Les banques entre l’enclume des taux bas et le marteau des marchés volatils

Le Crédit agricole a clôturé, jeudi 12 mai, le « bal » des résultats trimestriels du secteur bancaire français. Des résultats qui portent les stigmates de la faiblesse des taux d’intérêt et de la volatilité des marchés financiers.
Christine Lejoux
La faiblesse des taux d’intérêt, conséquence de la politique monétaire ultra-accommodante de la BCE, pèse sur la marge nette d’intérêt que les banques tirent de leur activité de transformation.

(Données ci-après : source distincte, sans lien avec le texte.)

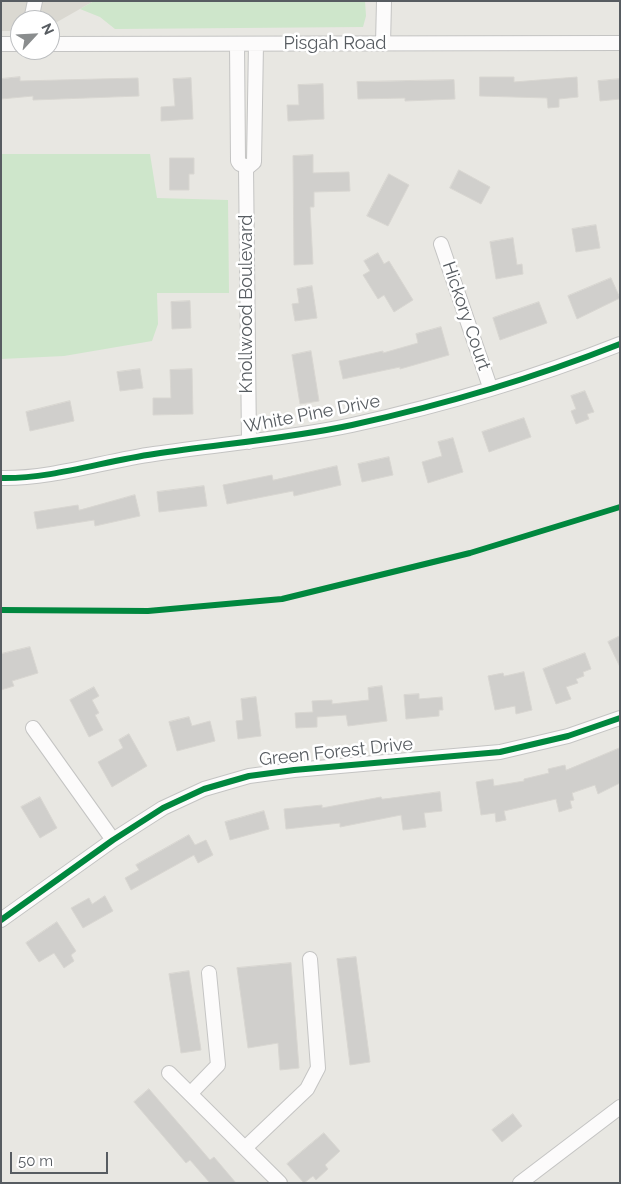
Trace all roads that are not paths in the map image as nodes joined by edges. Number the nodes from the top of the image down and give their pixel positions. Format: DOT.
graph roads {
  1 [pos="384,1"];
  2 [pos="620,43"];
  3 [pos="60,44"];
  4 [pos="237,44"];
  5 [pos="256,44"];
  6 [pos="383,44"];
  7 [pos="246,166"];
  8 [pos="442,244"];
  9 [pos="620,344"];
  10 [pos="490,387"];
  11 [pos="249,442"];
  12 [pos="1,478"];
  13 [pos="620,718"];
  14 [pos="33,728"];
  15 [pos="113,840"];
  16 [pos="1,920"];
  17 [pos="310,960"];
  18 [pos="209,973"];
  19 [pos="169,1073"];
  20 [pos="190,1094"];
  21 [pos="620,1107"];
  22 [pos="245,1148"];
  23 [pos="280,1183"];
  24 [pos="520,1183"];
  1 -- 6 [label="street"];
  2 -- 6 [label="street, Pisgah Road"];
  3 -- 4 [label="street, Pisgah Road"];
  4 -- 5 [label="street, Pisgah Road"];
  4 -- 7 [label="street, Knollwood Boulevard"];
  5 -- 6 [label="street, Pisgah Road"];
  5 -- 7 [label="street, Knollwood Boulevard"];
  7 -- 11 [label="street, Knollwood Boulevard"];
  8 -- 10 [label="street, Hickory Court"];
  9 -- 10 [label="street, White Pine Drive"];
  10 -- 11 [label="street, White Pine Drive"];
  11 -- 12 [label="street, White Pine Drive"];
  13 -- 15 [label="street, Green Forest Drive"];
  14 -- 15 [label="street"];
  15 -- 16 [label="street, Green Forest Drive"];
  17 -- 22 [label="street"];
  18 -- 20 [label="street"];
  19 -- 20 [label="street"];
  20 -- 22 [label="street"];
  21 -- 24 [label="street"];
  22 -- 23 [label="street"];
}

S'il est souvent inconfortable de passer en premier, il n'est pas forcément plus agréable d'être le dernier de la liste. La preuve avec le Crédit agricole, la dernière des quatre plus grandes banques françaises à publier ses résultats trimestriels, jeudi 12 mai : le cours de Bourse de Casa (Crédit agricole SA), l'entité cotée de la banque verte, a perdu jusqu'à 4 % en séance, alors que celui de BNP Paribas, qui avait ouvert « le bal des trimestriels » le 3 mai, s'était adjugé plus de 3% ce jour-là. Il faut dire que le bénéfice net de Casa, en chute de 71% au premier trimestre, à 227 millions d'euros, a pâti de toute une série d'éléments exceptionnels, liés à la réorganisation de la structure capitalistique du Crédit agricole. A l'inverse, avec un résultat net en hausse de 10,1%, à 1,8 milliard d'euros, BNP Paribas avait déjoué les pronostics d'analystes financiers rendus pessimistes par un environnement des plus adverses pour le secteur bancaire.

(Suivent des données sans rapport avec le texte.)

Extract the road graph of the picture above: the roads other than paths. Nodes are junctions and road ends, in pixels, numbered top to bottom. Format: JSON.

D'abord en banque de détail (collecte des dépôts et octroi de crédits), où la faiblesse des taux d'intérêt, conséquence de la politique monétaire ultra-accommodante de la BCE (Banque centrale européenne), pèse sur la marge nette d'intérêt que les banques tirent de leur activité de transformation. Pour mémoire, c'est au moyen de ressources à court terme, telles que les dépôts de leurs clients, que les banques financent des prêts de long terme : elles « transforment » ainsi des ressources de court terme, bon marché, en crédits de long terme, par nature plus risqués et par conséquent plus onéreux. Et c'est de cet écart entre taux à court terme et taux à long terme que provient leur marge d'intérêt. En théorie, car la politique monétaire de la BCE a débouché sur un aplatissement de la courbe des taux, c'est-à-dire un resserrement très fort de l'écart entre taux courts et taux longs.

La BFI doit composer avec des marchés nerveux

Conséquence, la marge nette d'intérêt sur les crédits au sein des Caisses d'Epargne et des Banques Populaires (groupe BPCE) a fondu de 7%, au cours des trois premiers mois de l'année. « Elle avait baissé dans une proportion moindre en 2015, année qui avait été marquée par une augmentation importante du volume de crédits. Mais aujourd'hui, les gains de parts de marché dans le crédit ne suffisent plus à compenser l'impact négatif de la faiblesse des taux », a expliqué François Pérol, président du directoire de BPCE, le 10 mai, lors d'une conférence téléphonique. De fait, dans une étude sur les banques françaises publiée le 7 avril, l'agence de notation financière Moody's ne « s'attend pas à ce que la nouvelle baisse des taux d'intérêt, observée depuis le début de l'année, soit compensée par une progression de même ampleur de la production de crédit, en 2016. » Autre illustration des conséquences de l'environnement de taux très bas sur la rentabilité des banques de détail, LCL, la banque de proximité de Casa, a vu son bénéfice net plonger de 31,8%, à 85 millions d'euros. Interrogé sur le calendrier d'un retour à meilleur fortune de LCL, Jérôme Grivet, directeur général adjoint de Casa en charge des finances, a répondu lors d'une conférence téléphonique avec la presse que « cela dépendrait beaucoup des mouvements des taux d'intérêt. » Des mouvements au sujet desquels son confrère Philippe Heim, à la Société générale, n'est pas très optimiste, puisqu'il anticipe une baisse de 2% des revenus de la banque de détail de son groupe en France, cette année, après un recul de 3% de janvier à mars.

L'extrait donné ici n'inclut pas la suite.